One other thing, when I start it with starter spray and quickly push governor rod to max it stays on but runs very very poorly, like it is going to die any seconnd, I didn't want to screw something up so I stoped it after 10-15 seconds.
So we have ruled out the carb & the coil switch.
That only leaves us with the governor , the fuel supply or the control cable.
In cases like this I like to push the spacers out of the air filter housing so I can fit the carburettor without the air box fitted.
Then start the engine using carb cleaner, not starting fluid which is too volatile for petrol engines.
Once the engine starts give it short shots of carb cleaner to keep it running and watch the governor
As the engine speeds up when the carb cleaner is sprayed into the engine the governor should close the throttle butterfly and as the engie is slowing down towards a stop it should open the butterfly wide open .
If not the governor is not adjusted properly.
Also after starting I like to put my finger on the governor arm or throttle butterfly and work it manually
If it does not respond the the position of the butterfly then there is a fuel supply problem.
IT could be bad fuel or not enough fuel.
The other thing I do is fir an inline spark tester that glows red so I can see if the spark is breaking down at speed
And of course all this is done with a known good plug that has been warmed up in another engine .

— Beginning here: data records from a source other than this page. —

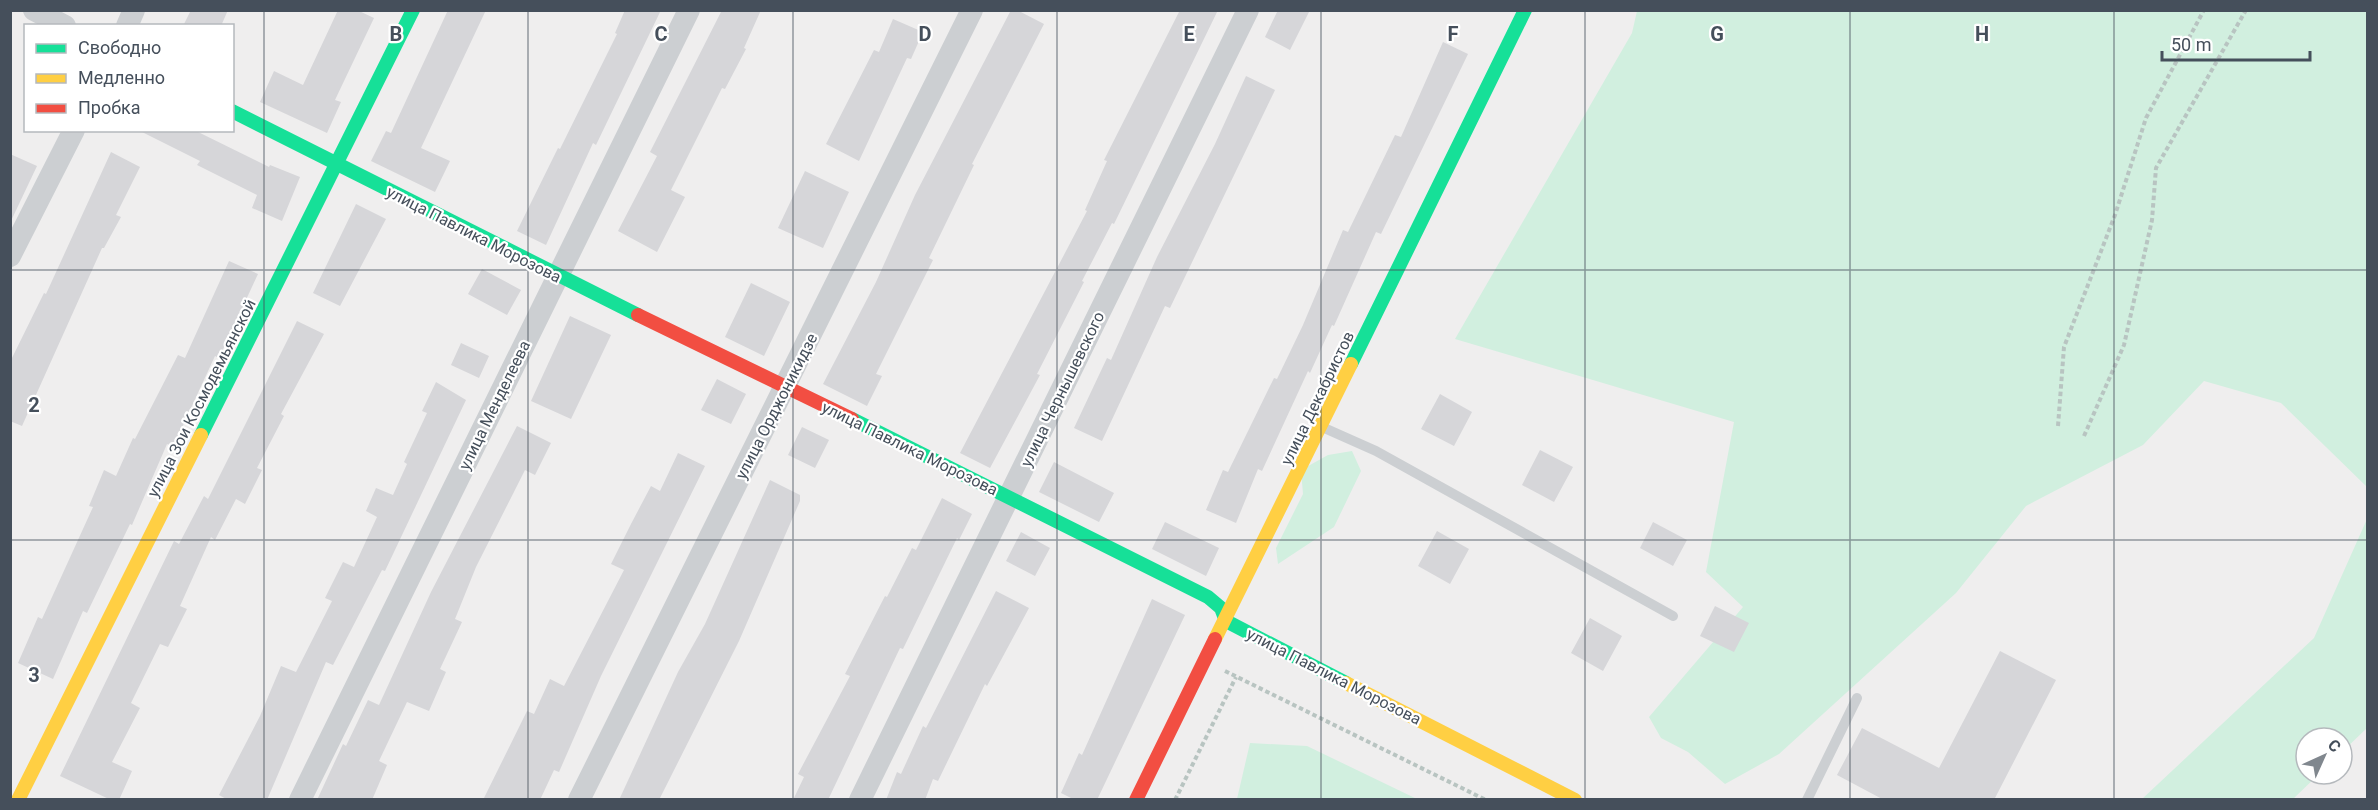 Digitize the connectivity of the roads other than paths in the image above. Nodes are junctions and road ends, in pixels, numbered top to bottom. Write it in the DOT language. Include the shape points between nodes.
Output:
graph roads {
  1 [pos="34,10"];
  2 [pos="134,10"];
  3 [pos="413,10"];
  4 [pos="689,10"];
  5 [pos="972,10"];
  6 [pos="1248,10"];
  7 [pos="1525,10"];
  8 [pos="61,24"];
  9 [pos="128,24"];
  10 [pos="234,112"];
  11 [pos="73,132"];
  12 [pos="337,164"];
  13 [pos="10,256"];
  14 [pos="557,277"];
  15 [pos="786,386"];
  16 [pos="1321,426"];
  17 [pos="1009,496"];
  18 [pos="1673,616"];
  19 [pos="1226,621"];
  20 [pos="1857,698"];
  21 [pos="22,794"];
  22 [pos="300,800"];
  23 [pos="579,800"];
  24 [pos="860,800"];
  25 [pos="1136,800"];
  26 [pos="1575,800"];
  27 [pos="1807,800"];
  1 -- 8 [label="street"];
  2 -- 9 [label="street"];
  3 -- 12 [label="street, улица Зои Космодемьянской"];
  4 -- 14 [label="street, улица Менделеева"];
  5 -- 15 [label="street, улица Орджоникидзе"];
  6 -- 17 [label="street, улица Чернышевского"];
  7 -- 16 [label="street, улица Декабристов"];
  10 -- 12 [label="street, улица Павлика Морозова"];
  11 -- 13 [label="street"];
  12 -- 14 [label="street, улица Павлика Морозова"];
  12 -- 21 [label="street, улица Зои Космодемьянской"];
  14 -- 15 [label="street, улица Павлика Морозова"];
  14 -- 22 [label="street, улица Менделеева"];
  15 -- 17 [label="street, улица Павлика Морозова"];
  15 -- 23 [label="street, улица Орджоникидзе"];
  16 -- 18 [label="lane" via="1376,451"];
  16 -- 19 [label="street, улица Декабристов"];
  17 -- 19 [label="street, улица Павлика Морозова" via="1208,597 1221,608"];
  17 -- 24 [label="street, улица Чернышевского"];
  19 -- 25 [label="street, улица Декабристов"];
  19 -- 26 [label="street, улица Павлика Морозова"];
  20 -- 27 [label="lane"];
} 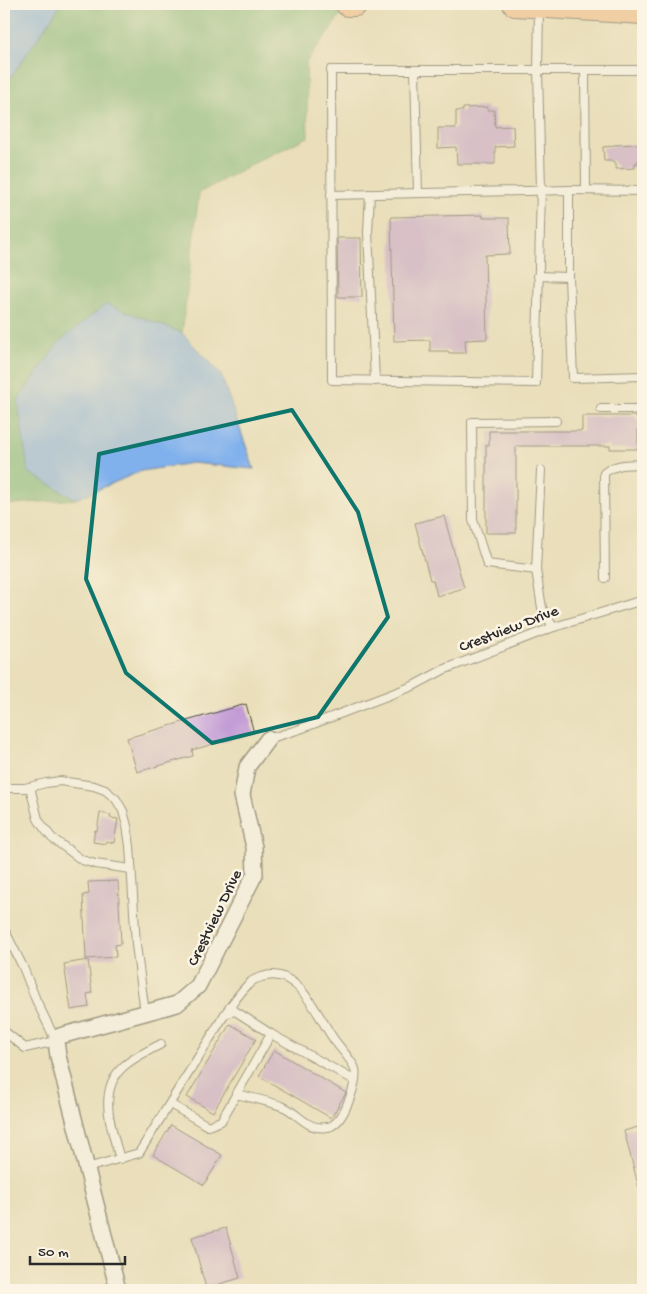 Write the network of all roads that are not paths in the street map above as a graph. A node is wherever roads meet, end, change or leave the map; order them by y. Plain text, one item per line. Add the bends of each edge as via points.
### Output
1 (515, 4) edge
2 (538, 5) junction
3 (589, 6) edge
4 (643, 12) edge
5 (415, 70) junction
6 (585, 70) junction
7 (643, 70) edge
8 (538, 71) junction
9 (541, 190) junction
10 (569, 190) junction
11 (586, 190) junction
12 (643, 191) edge
13 (418, 193) junction
14 (370, 194) junction
15 (332, 195) junction
16 (538, 276) junction
17 (569, 277) junction
18 (643, 376) edge
19 (375, 381) junction
20 (601, 410) dead end
21 (643, 417) edge
22 (556, 421) dead end
23 (643, 464) edge
24 (541, 470) dead end
25 (536, 570) junction
26 (604, 578) dead end
27 (643, 600) edge
28 (553, 627) junction
29 (268, 739) joint
30 (30, 787) junction
31 (4, 788) edge
32 (131, 869) junction
33 (4, 929) edge
34 (145, 1013) junction
35 (225, 1014) junction
36 (4, 1032) edge
37 (271, 1034) junction
38 (56, 1041) junction
39 (161, 1044) dead end
40 (354, 1080) junction
41 (236, 1094) junction
42 (170, 1104) junction
43 (120, 1158) junction
44 (87, 1168) junction
45 (118, 1290) edge

1 - 2 main road
2 - 3 main road
2 - 8 lane
3 - 4 main road
5 - 8 lane
5 - 13 lane
5 - 15 lane via 332,70
6 - 7 lane
6 - 8 lane
6 - 11 lane
8 - 9 lane
9 - 10 lane
9 - 13 lane
9 - 16 lane
10 - 11 lane
10 - 17 lane
11 - 12 lane
13 - 14 lane
14 - 15 lane
14 - 19 lane via 368,232
15 - 19 lane via 332,380
16 - 17 lane
16 - 19 lane via 536,382
17 - 18 lane via 572,378
20 - 21 lane via 636,409
22 - 25 lane via 472,422 473,520 487,564
23 - 26 lane via 617,465 604,473
24 - 25 lane
25 - 28 lane via 542,608
27 - 28 lane, Crestview Drive
28 - 29 lane, Crestview Drive via 443,670 412,686
29 - 34 street, Crestview Drive via 247,767 242,795 254,847 255,874 198,986 177,1004
30 - 31 lane
30 - 32 lane via 38,819 52,838 82,860
30 - 32 lane via 60,781 105,790 123,811
32 - 34 lane
33 - 38 lane
34 - 38 street, Crestview Drive via 60,1036
35 - 37 lane via 235,1011
35 - 40 lane via 253,980 269,974 287,977 301,990 352,1062
35 - 42 lane
36 - 38 lane via 25,1048
37 - 40 lane
37 - 41 lane
38 - 44 street
39 - 43 lane via 132,1060 113,1079 108,1105
40 - 41 lane via 341,1116 335,1124 327,1127 305,1123 287,1108
41 - 42 lane via 221,1121 208,1126
42 - 43 lane via 139,1153
43 - 44 lane
44 - 45 street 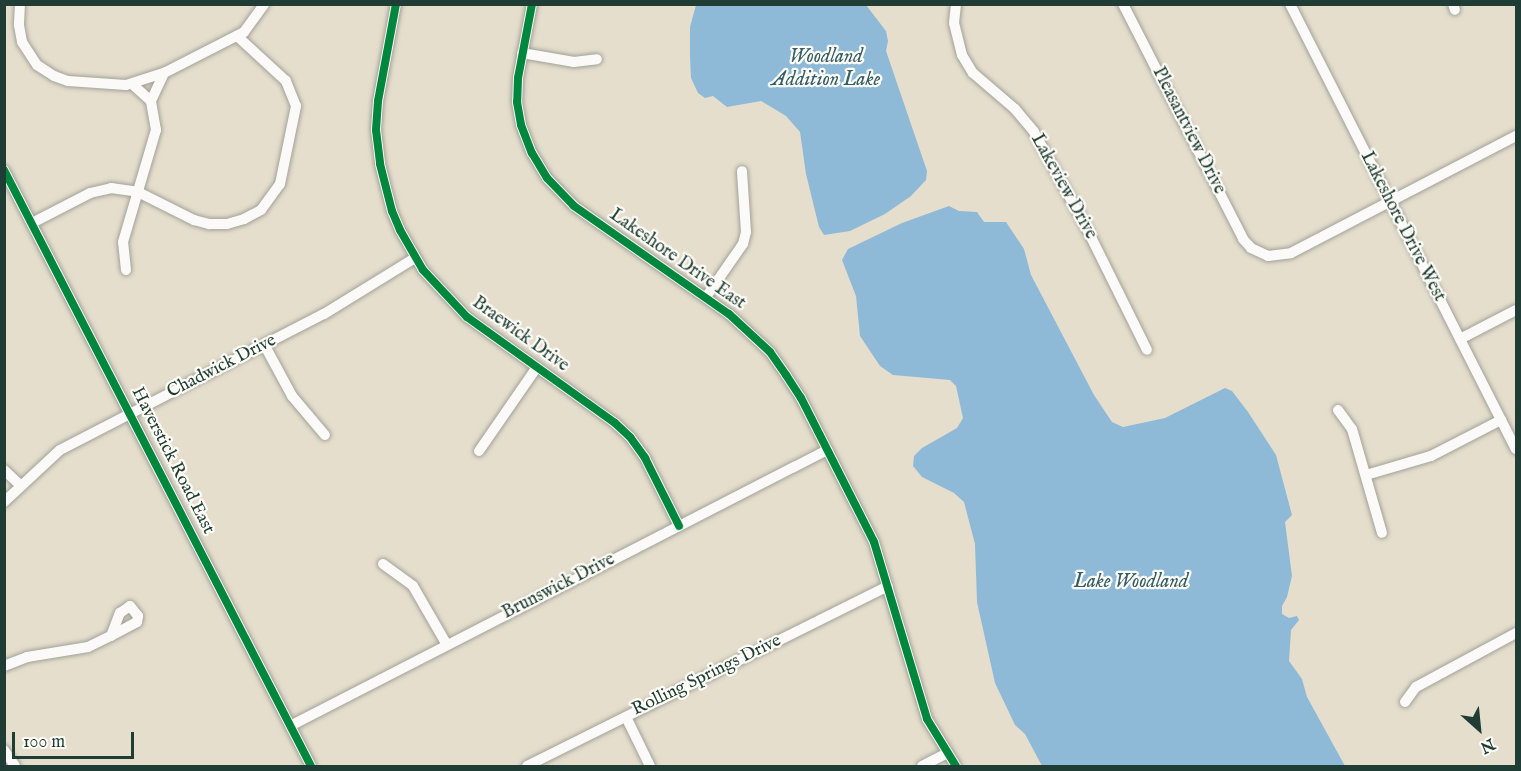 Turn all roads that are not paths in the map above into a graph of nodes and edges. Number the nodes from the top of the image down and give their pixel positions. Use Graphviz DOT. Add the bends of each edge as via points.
graph roads {
  1 [pos="20,4"];
  2 [pos="264,4"];
  3 [pos="396,4"];
  4 [pos="531,4"];
  5 [pos="956,4"];
  6 [pos="1123,4"];
  7 [pos="1290,4"];
  8 [pos="237,36"];
  9 [pos="522,53"];
  10 [pos="597,59"];
  11 [pos="164,73"];
  12 [pos="132,85"];
  13 [pos="151,101"];
  14 [pos="1516,136"];
  15 [pos="4,170"];
  16 [pos="742,171"];
  17 [pos="138,192"];
  18 [pos="1389,202"];
  19 [pos="32,223"];
  20 [pos="415,258"];
  21 [pos="126,270"];
  22 [pos="706,297"];
  23 [pos="1516,310"];
  24 [pos="1460,339"];
  25 [pos="265,346"];
  26 [pos="1147,350"];
  27 [pos="537,367"];
  28 [pos="1338,410"];
  29 [pos="130,414"];
  30 [pos="1501,420"];
  31 [pos="325,435"];
  32 [pos="1516,449"];
  33 [pos="827,450"];
  34 [pos="479,451"];
  35 [pos="4,470"];
  36 [pos="1366,475"];
  37 [pos="21,486"];
  38 [pos="4,502"];
  39 [pos="679,526"];
  40 [pos="1382,533"];
  41 [pos="383,564"];
  42 [pos="888,586"];
  43 [pos="1516,633"];
  44 [pos="111,636"];
  45 [pos="447,645"];
  46 [pos="4,666"];
  47 [pos="1405,702"];
  48 [pos="626,717"];
  49 [pos="292,725"];
  50 [pos="4,750"];
  51 [pos="947,753"];
  52 [pos="15,766"];
  53 [pos="311,766"];
  54 [pos="527,766"];
  55 [pos="650,766"];
  56 [pos="922,766"];
  57 [pos="956,766"];
  1 -- 12 [label="street" via="22,42 29,56 54,76 68,81"];
  2 -- 8 [label="street"];
  3 -- 20 [label="street, Braewick Drive" via="376,130 392,211"];
  4 -- 9 [label="street, Lakeshore Drive East"];
  5 -- 26 [label="street, Lakeview Drive" via="954,23 962,54 973,73 1034,132"];
  6 -- 18 [label="street, Pleasantview Drive" via="1243,239 1259,253 1278,257 1291,254"];
  7 -- 18 [label="street, Lakeshore Drive West"];
  8 -- 11 [label="street"];
  8 -- 17 [label="street" via="286,81 296,106 284,174 273,197 261,210 244,219 209,224"];
  9 -- 10 [label="street" via="574,62"];
  9 -- 22 [label="street, Lakeshore Drive East" via="517,102 521,125 547,178 574,206"];
  11 -- 12 [label="street"];
  11 -- 13 [label="street"];
  12 -- 13 [label="street"];
  13 -- 17 [label="street" via="156,130"];
  14 -- 18 [label="street"];
  15 -- 19 [label="street, Haverstick Road East"];
  16 -- 22 [label="street" via="746,231 743,244"];
  17 -- 19 [label="street" via="101,190"];
  17 -- 21 [label="street" via="123,242"];
  18 -- 24 [label="street, Lakeshore Drive West"];
  19 -- 29 [label="street, Haverstick Road East"];
  20 -- 25 [label="street, Chadwick Drive"];
  20 -- 27 [label="street, Braewick Drive" via="466,317"];
  22 -- 33 [label="street, Lakeshore Drive East" via="748,329 770,352 801,398"];
  23 -- 24 [label="street"];
  24 -- 30 [label="street, Lakeshore Drive West"];
  25 -- 29 [label="street, Chadwick Drive"];
  25 -- 31 [label="street" via="292,396"];
  27 -- 34 [label="street"];
  27 -- 39 [label="street, Braewick Drive" via="630,437 645,458"];
  28 -- 36 [label="street" via="1352,429"];
  29 -- 37 [label="street, Chadwick Drive" via="60,450"];
  29 -- 49 [label="street, Haverstick Road East"];
  30 -- 32 [label="street, Lakeshore Drive West"];
  30 -- 36 [label="street" via="1431,456"];
  33 -- 39 [label="street, Brunswick Drive"];
  33 -- 42 [label="street, Lakeshore Drive East" via="874,542"];
  35 -- 37 [label="street"];
  36 -- 40 [label="street"];
  37 -- 38 [label="street, Chadwick Drive"];
  39 -- 45 [label="street, Brunswick Drive"];
  41 -- 45 [label="street" via="413,586"];
  42 -- 48 [label="street, Rolling Springs Drive"];
  42 -- 51 [label="street, Lakeshore Drive East" via="927,719"];
  43 -- 47 [label="street" via="1416,687"];
  44 -- 46 [label="street" via="88,646 27,657"];
  45 -- 49 [label="street, Brunswick Drive"];
  48 -- 54 [label="street, Rolling Springs Drive"];
  48 -- 55 [label="street"];
  49 -- 53 [label="street, Haverstick Road East"];
  50 -- 52 [label="street"];
  51 -- 56 [label="street"];
  51 -- 57 [label="street, Lakeshore Drive East"];
}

Easy for me becaue I have all this stuff laying around and plenty of old fuel tanks so I can hook one up with fresh fuel in it to rule both a dirty tank or bad fuel out.
#5
radojica
Hi bertsmobile1,
I resolved the issue.
I've tried starting with carb cleaner and pumping carb cleaner every few seconds, and as I sprayed the engine speeds up and governor responds by closing butterfly, and shortly after, starts opening it again. So that meant good governor operation, by my opinion. But still shutting down without spraying carb cleaner. And when I pushed governor arm to the max it runned on fuel but poorely (as I mentioned). So it got me thinking...why is it not sucking fuel from clean carb... I removed bare engine from tiller compleately, and when I spin flywheel by hand with sparkplug in I could hear noise of air leaking (when in compression stage) somwhere inside engine, not to outside. I've removed engine head and inspected gasket... And here is where my inexperience came to light... I've noticed that the whole gasket was nice and shiny , and just in one place gasket was not shiny, and that place was between cylinder and "hole" for valve pushrods... It being the Chinese version of Honda GXV120 meant that I could find replacement gasket. I ordered replacement gaskets, and used water sandpaper on glass surface, and resurfaced head with 400, 800, 1000, 2000 grit papers respectively. When gasket came I used my "calibrated" hand to tighten the head bolts equaly. I tested compression with my finger and it was 10x better. I reasembled, puled 4-5 times and it started. I left it on idle for 15 minutes, all worked fine, waaay better than before, must be that carb cleaning, valve lash adjustment, new cable from coil to bypas switch and new oil made it brand new. I hope that this fix holds and head does not warp again.
Thank you for your suggestions, it brought me to conclusion of what could have been the issue.This is not my profession but i enyojed this process of repair.